Lois Dodd | Shadows
February 3 through March 12, 2011
Reception for the artist Thursday, February 3rd from 5-7pm
The gallery is pleased to announce an exhibition of recent paintings by Lois Dodd that focus on the motif of shadows. For over fifty years Dodd has painted her immediate everyday surroundings at the places she has chosen to live and work — the Lower East Side, rural Mid-Coast Maine, and the Delaware Water Gap. This show will include thirty-five paintings, both small-scale panel pieces and larger-scaled works on linen, completed during the past seven years in which shadows and their semi-abstract patterns are a dominant element in the compositions. Featured will be two new paintings in which the subject is Dodd’s own shadow on the grass, painting with an easel and artist’s materials, on a bright summer day, and two variant versions of a newly completed intaglio print Night House (2010).

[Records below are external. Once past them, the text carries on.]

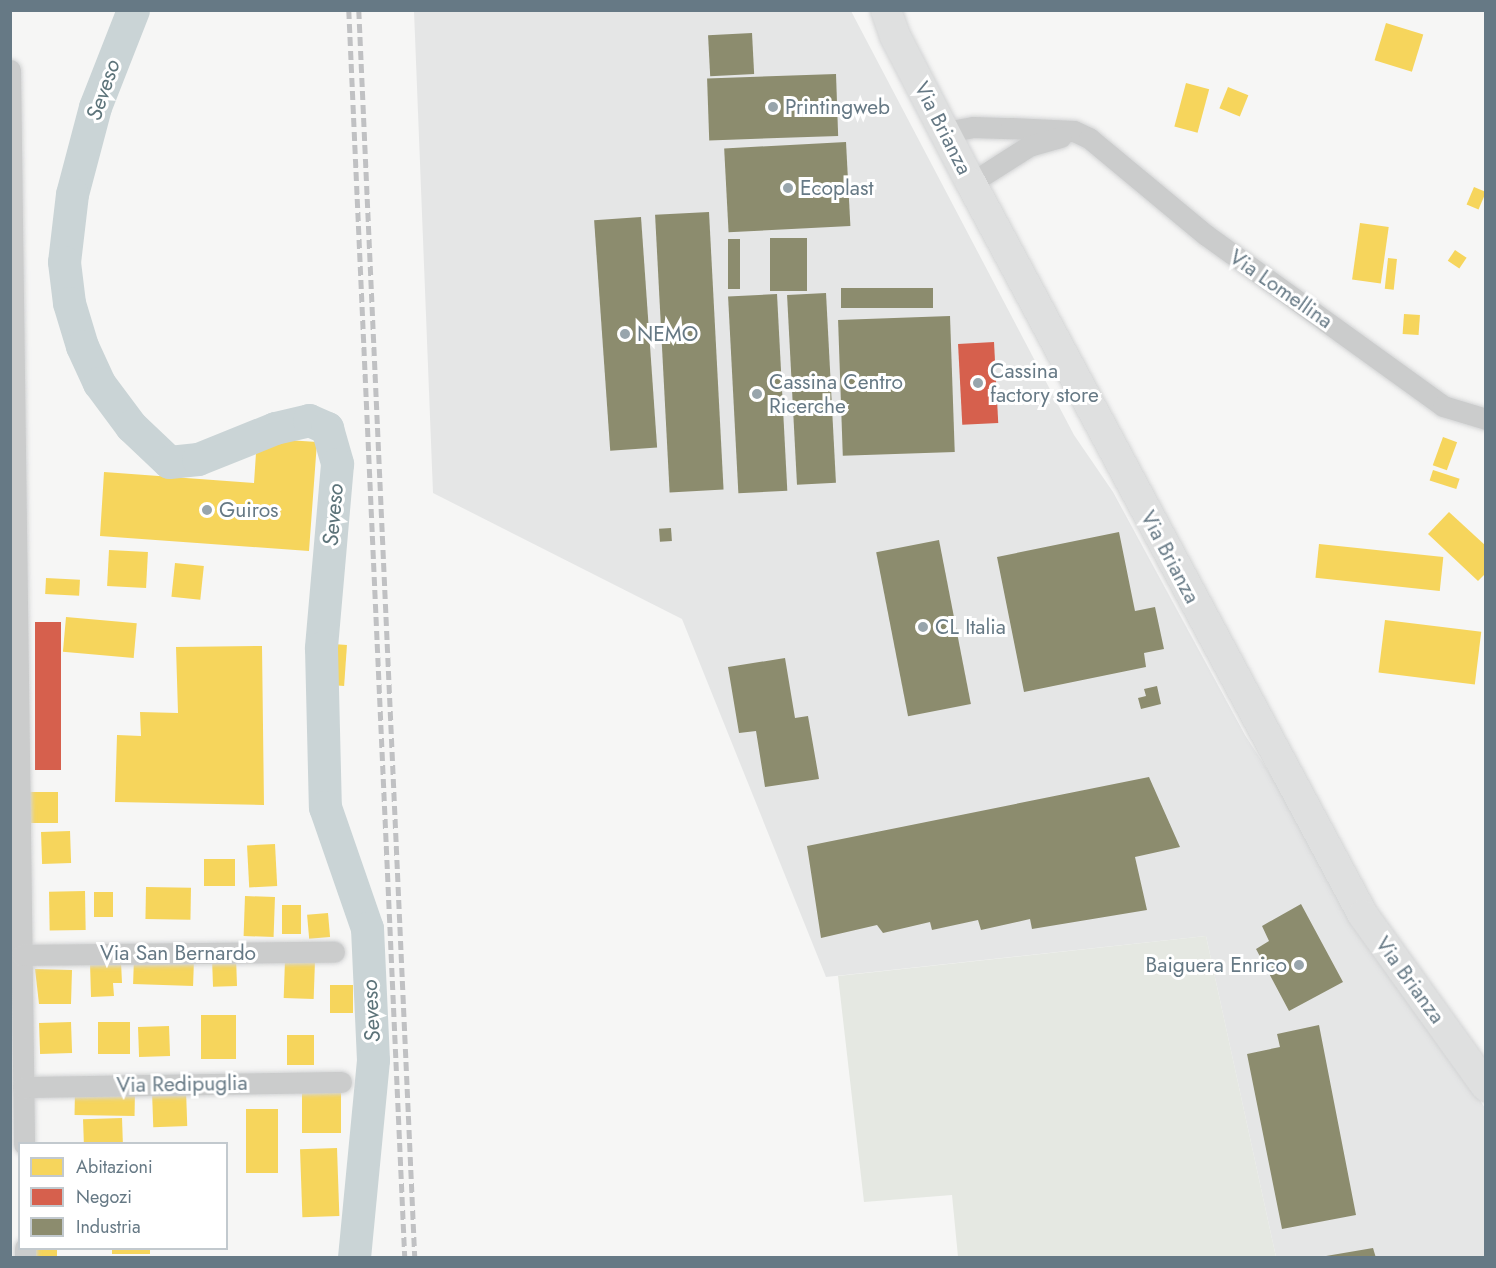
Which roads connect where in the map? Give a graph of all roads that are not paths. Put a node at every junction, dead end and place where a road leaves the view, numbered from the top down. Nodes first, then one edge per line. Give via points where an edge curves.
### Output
1 (886, 10) edge
2 (10, 70) edge
3 (945, 132) junction
4 (1089, 138) junction
5 (971, 183) junction
6 (1485, 419) edge
7 (16, 821) edge
8 (334, 952) dead end
9 (22, 955) junction
10 (341, 1082) dead end
11 (1485, 1086) edge
12 (23, 1087) junction
13 (24, 1142) edge

1 - 3 street, Via Brianza via 895,36
2 - 7 street
3 - 4 street, Via Lomellina via 973,127 1074,131
3 - 5 street, Via Brianza
4 - 5 street via 1063,137 1029,146
4 - 6 street, Via Lomellina via 1206,235 1443,406
5 - 11 street, Via Brianza via 1363,915
7 - 9 street
8 - 9 street, Via San Bernardo
9 - 12 street
10 - 12 street, Via Redipuglia
12 - 13 street

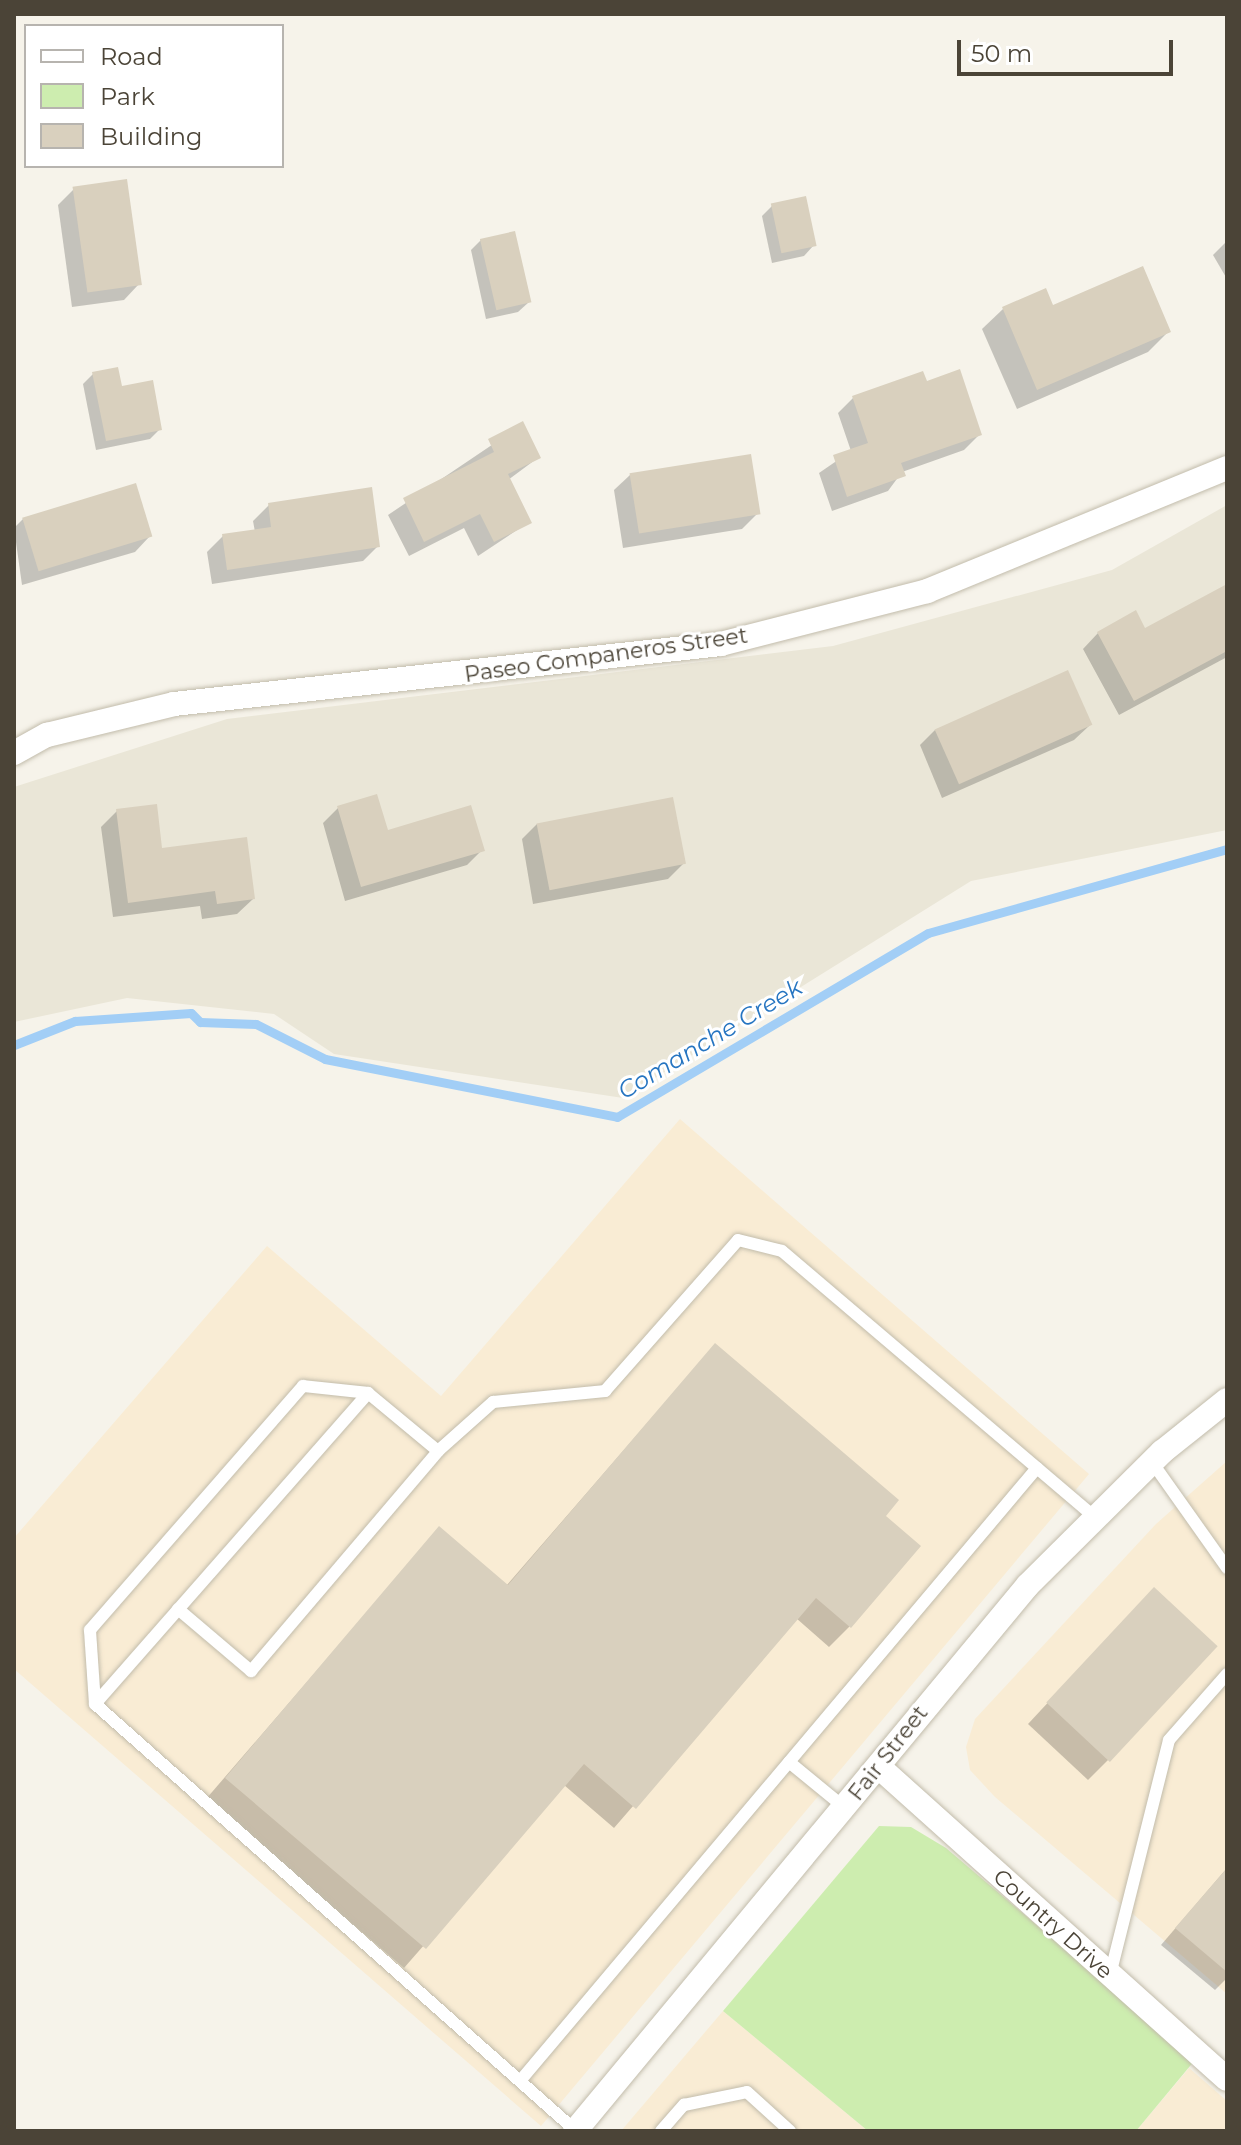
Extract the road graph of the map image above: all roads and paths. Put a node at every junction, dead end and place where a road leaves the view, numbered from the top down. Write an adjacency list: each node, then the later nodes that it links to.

With titles such as House at Dusk (2008), Blair Pond at Sunset (2008), and Shadow of Painter Painting “September Light,” (2009) Dodd paints her subjects with an unsentimental, no-nonsense directness grounded in observation and simplification. Writing in a 2003 review of the gallery’s first Dodd show, the critic Grace Glueck said, “translating the commonplace into art has long been the province of Lois Dodd . . .who celebrates the richness of everyday life . . . Simple as the work seems, it touches the transcendental.” Dodd’s colleague the painter critic Robert Berlind has said, “ One feels that she downplays detailed literal description not out of some modernist imperative, but as the Shaker hymn puts it, because she has ‘a gift to be simple’ and with that temperamental dispensation, ‘a gift to be free.’ She knows just when to stop – a sure sign of grace.”
Lois Dodd (b. 1927) studied at The Cooper Union in the late 1940s. In 1952 she was one of the five founding members of the legendary Tanager Gallery, the first artist run cooperative gallery in New York. Dodd is an elected member of the American Academy of Arts and Letters and of the National Academy of Design. In 1992 she retired from teaching at Brooklyn College. Since 1954 her work has been the subject of over 50 one-person exhibitions. This show marks her eighth at the gallery. In May 2012 her work will be the subject of a traveling retrospective exhibition to be organized by the Kemper Museum of Contemporary Art in Kansas City.